ACTIVITY: The following entries should be restated word for word, pictures excluded.

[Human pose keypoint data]
========================================================================
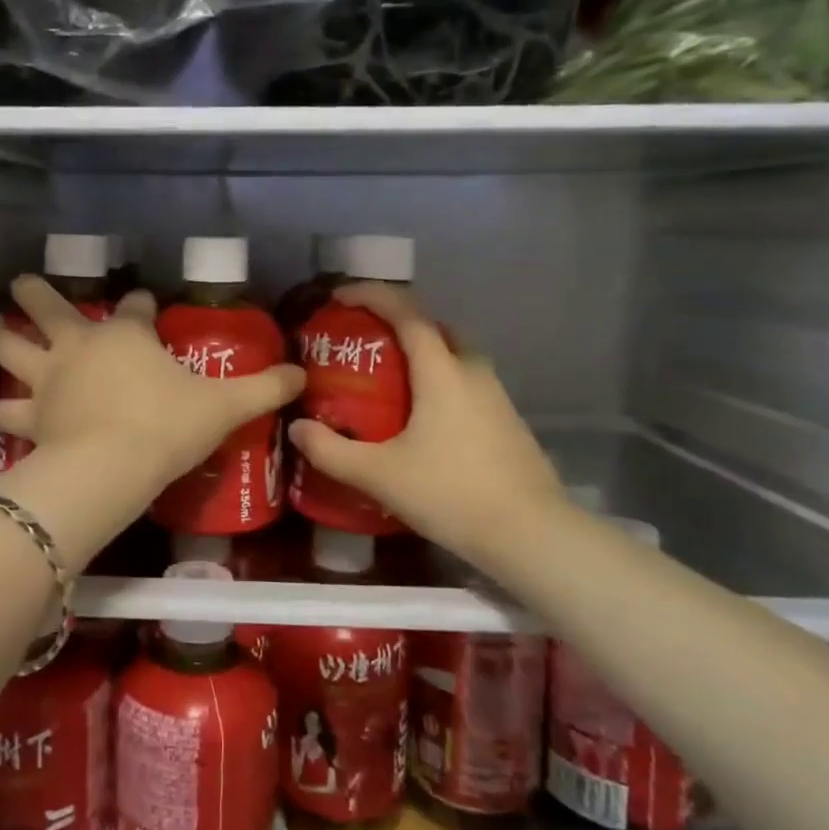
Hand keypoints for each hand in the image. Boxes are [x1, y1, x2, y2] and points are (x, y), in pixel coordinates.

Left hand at [0, 277, 305, 490]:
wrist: (114, 465)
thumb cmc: (167, 426)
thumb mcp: (224, 406)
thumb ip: (262, 388)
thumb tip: (301, 374)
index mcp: (125, 335)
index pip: (134, 308)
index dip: (138, 303)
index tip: (142, 302)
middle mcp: (79, 346)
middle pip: (49, 306)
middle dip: (36, 293)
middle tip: (22, 284)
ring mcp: (49, 378)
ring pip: (11, 346)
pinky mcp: (30, 415)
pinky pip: (4, 410)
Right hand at [287, 283, 567, 562]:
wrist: (531, 535)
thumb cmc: (451, 493)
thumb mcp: (379, 475)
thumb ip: (331, 451)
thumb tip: (297, 428)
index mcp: (441, 371)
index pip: (406, 311)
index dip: (371, 294)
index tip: (339, 296)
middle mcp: (472, 371)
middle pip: (434, 327)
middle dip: (397, 322)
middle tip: (364, 342)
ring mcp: (496, 396)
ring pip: (454, 355)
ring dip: (421, 354)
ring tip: (387, 381)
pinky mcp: (506, 421)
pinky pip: (465, 383)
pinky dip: (439, 381)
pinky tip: (420, 419)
========================================================================
EXERCISE RESULT:
Hand keypoints for each hand in the image. Boxes are [x1, y1, x2, y2] and points are (x, y), in pixel coordinates.

Left hand at [0, 277, 305, 490]:
wrist: (114, 465)
thumb cmc: (167, 426)
thumb mcp: (224, 406)
thumb ip: (262, 388)
thumb tip: (301, 374)
index mcp: (125, 335)
index pip: (134, 308)
index dip: (138, 303)
index tip: (142, 302)
middle mcp: (79, 346)
middle pip: (49, 306)
middle dip: (36, 293)
middle tip: (22, 284)
ring mcp: (49, 378)
ring pip: (11, 346)
pinky mcp: (30, 415)
pinky pip: (4, 410)
Right hand at [287, 283, 567, 562]:
wrist: (531, 535)
thumb cmc: (451, 493)
thumb mcp: (379, 475)
thumb ip: (331, 451)
thumb tip: (297, 428)
index mcp: (441, 371)
index pip: (406, 311)
index dip: (371, 294)
index tip: (339, 296)
middle mcp: (472, 371)
middle pip: (434, 327)
middle dip: (397, 322)
middle tip: (364, 342)
ring mcp: (496, 396)
ring pip: (454, 355)
ring dip: (421, 354)
ring tip: (387, 381)
pinky mcp: (506, 421)
pinky pip: (465, 383)
pinky dip: (439, 381)
pinky tip: (420, 419)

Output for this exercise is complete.